Rio dividend shrinks as dark clouds gather for mining giants

Rio reported underlying earnings of $8.6 billion in the first half, missing the average analyst estimate and down from a record $12.2 billion last year.
Image: Bloomberg

Rio Tinto Group reported a sharp decline in first-half profit and cut its dividend in half in the latest sign that a bonanza era of record returns across the mining industry is nearing an end.

A year ago, the world’s biggest producers were enjoying super-sized returns, as key commodities like iron ore and copper surged. Now, profit margins are being squeezed as recessionary worries drive prices lower while costs across the sector are ballooning.

Rio reported underlying earnings of $8.6 billion in the first half, missing the average analyst estimate and down from a record $12.2 billion last year. It will pay a $4.3 billion dividend compared with $9.1 billion it returned in the same period in 2021.

For now, profitability remains strong by historical standards, and the biggest miners continue to pay out large amounts of cash to shareholders. However, producers including Rio and larger rival BHP Group have been warning about the threat of slowing global growth and surging energy prices.

Newmont Corp., the world’s biggest gold miner, plunged on Monday after the company reported disappointing earnings that were dragged down by surging costs. Copper miner First Quantum Minerals Ltd. said Tuesday its quarterly costs rose 8% from the first three months of the year.

First-half earnings were affected by lower commodity prices, higher energy costs and increased rates of inflation on operating expenses, Rio said.

Rio Tinto is the biggest iron ore producer and is facing growing pressure in its key business as the crisis engulfing China’s property sector and a wider global slowdown drives down prices. Goldman Sachs Group Inc. forecast that the market would flip to a surplus in the second half of the year and said prices could fall as low as $70 a ton.

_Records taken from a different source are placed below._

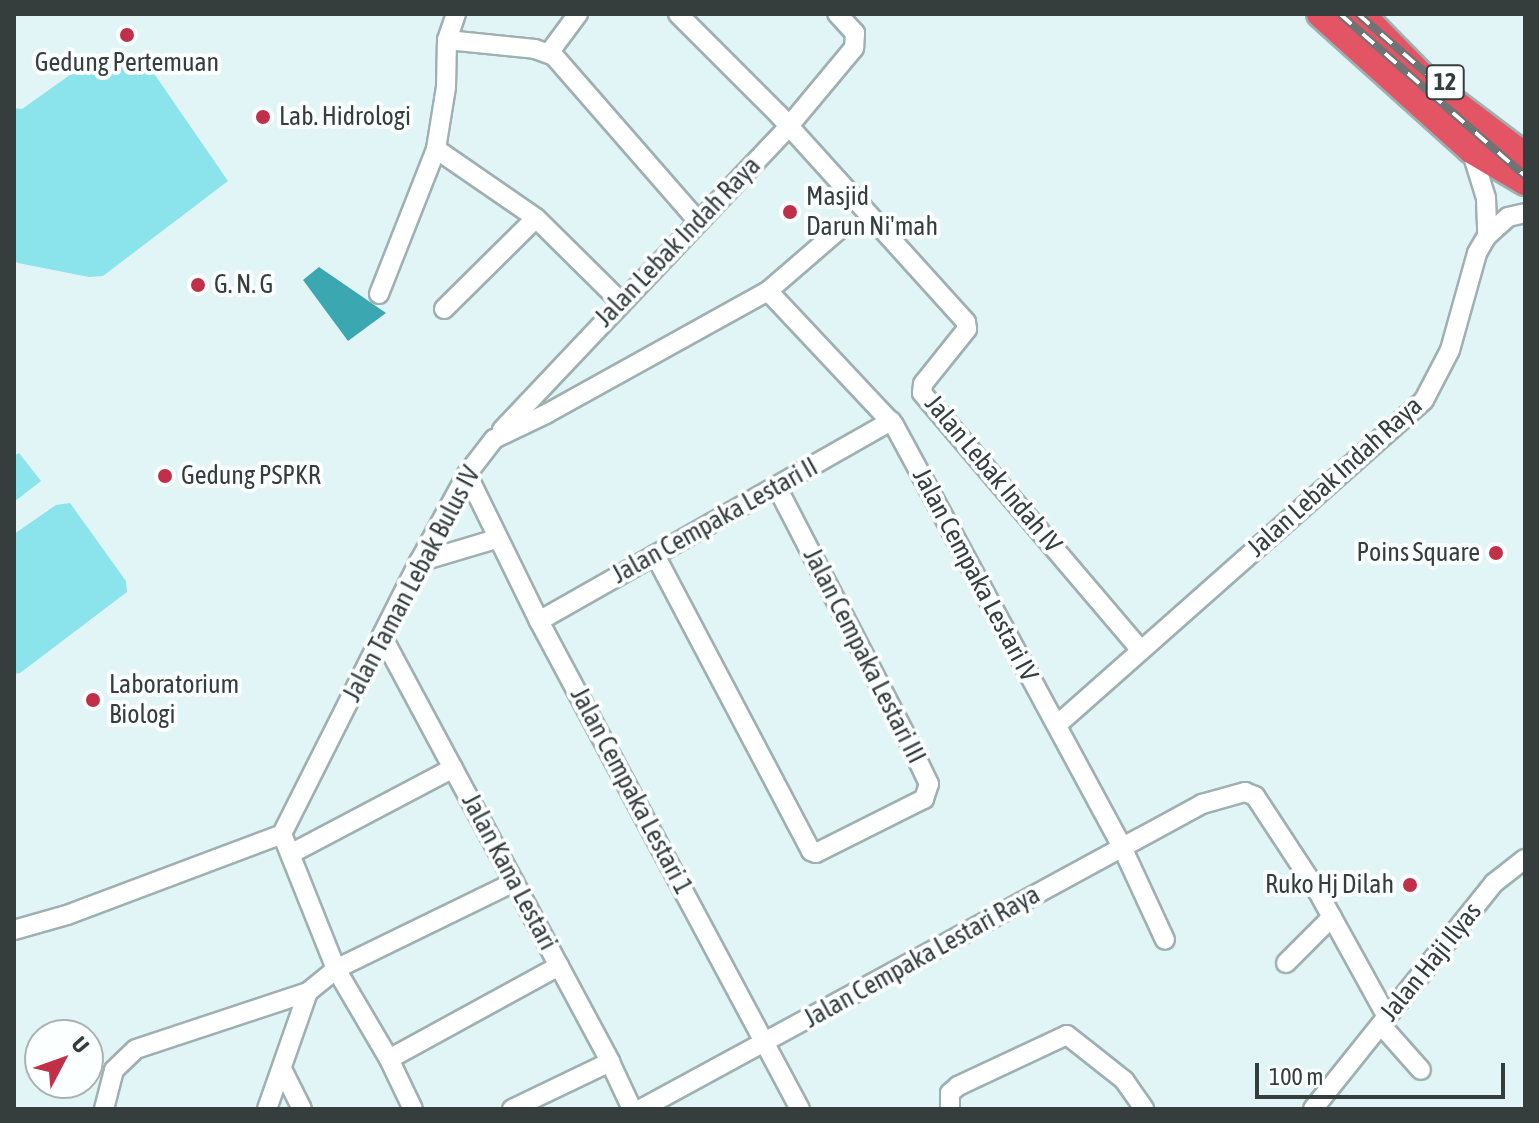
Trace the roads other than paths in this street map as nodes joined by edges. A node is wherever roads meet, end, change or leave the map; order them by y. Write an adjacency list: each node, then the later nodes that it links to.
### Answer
1 (456, 14): 8 (street)
2 (578, 14): 9 (street)
3 (678, 14): 12 (street, Jalan Lebak Indah IV)
4 (837, 14): 12 (street, Jalan Lebak Indah Raya)
5 (1320, 14): 10 (highway, 12)
6 (1361, 14): 11 (highway, 12)
7 (1375, 14): 13 (highway, 12)
8 (447, 40): 9 (street); 14 (street)
9 (542, 51): 20 (street)
10 (1381, 70): 11 (highway, 12); 15 (highway, 12)
11 (1430, 84): 16 (highway, 12)
12 (789, 126): 20 (street, Jalan Lebak Indah Raya); 36 (street, Jalan Lebak Indah IV)
13 (1525, 136)
14 (436, 149): 19 (street); 24 (street)
15 (1471, 150): 17 (highway, 12); 22 (street, Jalan Lebak Indah Raya)
16 (1525, 156)
17 (1525, 182)
18 (1525, 213): 22 (street)
19 (536, 218): 25 (street); 26 (street)
20 (697, 220): 25 (street, Jalan Lebak Indah Raya)
21 (841, 228): 23 (street, Jalan Taman Lebak Bulus IV)
22 (1487, 236): 36 (street, Jalan Lebak Indah Raya)
23 (768, 291): 27 (street); 28 (street, Jalan Taman Lebak Bulus IV)
24 (379, 294)
25 (620, 301): 28 (street, Jalan Lebak Indah Raya)
26 (444, 309)
27 (893, 423): 30 (street, Jalan Cempaka Lestari II); 37 (street, Jalan Cempaka Lestari IV)
28 (494, 439): 29 (street, Jalan Taman Lebak Bulus IV)
29 (467, 474): 31 (street, Jalan Cempaka Lestari 1); 33 (street, Jalan Taman Lebak Bulus IV)
30 (777, 487): 32 (street, Jalan Cempaka Lestari II); 32 (street, Jalan Cempaka Lestari III)
31 (496, 539): 33 (street); 34 (street, Jalan Cempaka Lestari 1)
32 (655, 555): 34 (street, Jalan Cempaka Lestari II)
33 (419, 562): 35 (street, Jalan Taman Lebak Bulus IV)
34 (539, 621): 52 (street, Jalan Cempaka Lestari 1)
35 (382, 636): 38 (street, Jalan Kana Lestari); 39 (street, Jalan Taman Lebak Bulus IV)
36 (1140, 649): 37 (street)
37 (1057, 725): 40 (street, Jalan Cempaka Lestari IV)
38 (453, 768): 41 (street); 43 (street, Jalan Kana Lestari)
39 (282, 834): 41 (street); 45 (street)
40 (1122, 847): 44 (street, Jalan Cempaka Lestari Raya); 46 (street, Jalan Cempaka Lestari IV); 52 (street, Jalan Cempaka Lestari Raya)
41 (292, 853): 49 (street)
42 (1525, 859): 51 (street, Jalan Haji Ilyas)
43 (514, 882): 48 (street, Jalan Kana Lestari); 49 (street)
44 (1332, 917): 47 (street); 51 (street)
45 (14, 930)
46 (1165, 940)
47 (1286, 963)
48 (559, 966): 53 (street); 54 (street, Jalan Kana Lestari)
49 (336, 969): 50 (street); 53 (street)
50 (308, 992): 56 (street); 57 (street)
51 (1384, 1021): 55 (street); 67 (street, Jalan Haji Ilyas)
52 (767, 1043): 63 (street, Jalan Cempaka Lestari Raya); 64 (street, Jalan Cempaka Lestari 1)
53 (389, 1059): 60 (street)
54 (610, 1062): 61 (street); 62 (street, Jalan Kana Lestari)
55 (1421, 1070)
56 (283, 1071): 58 (street); 59 (street)
57 (104, 1109)
58 (267, 1109)
59 (302, 1109)
60 (413, 1109)
61 (512, 1109)
62 (632, 1109)
63 (641, 1109)
64 (800, 1109)
65 (950, 1109): 66 (street)
66 (1144, 1109)
67 (1313, 1109)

For Rio, the pressure on earnings follows a tumultuous couple of years at the world’s second-largest miner, after a backlash over the company’s destruction of an ancient Aboriginal site in 2020 led to the departure of both its chief executive officer and chairman. Rio faces additional pressure to show it’s improving its culture after publishing an independent report earlier this year that found evidence of widespread sexual harassment, racism and bullying.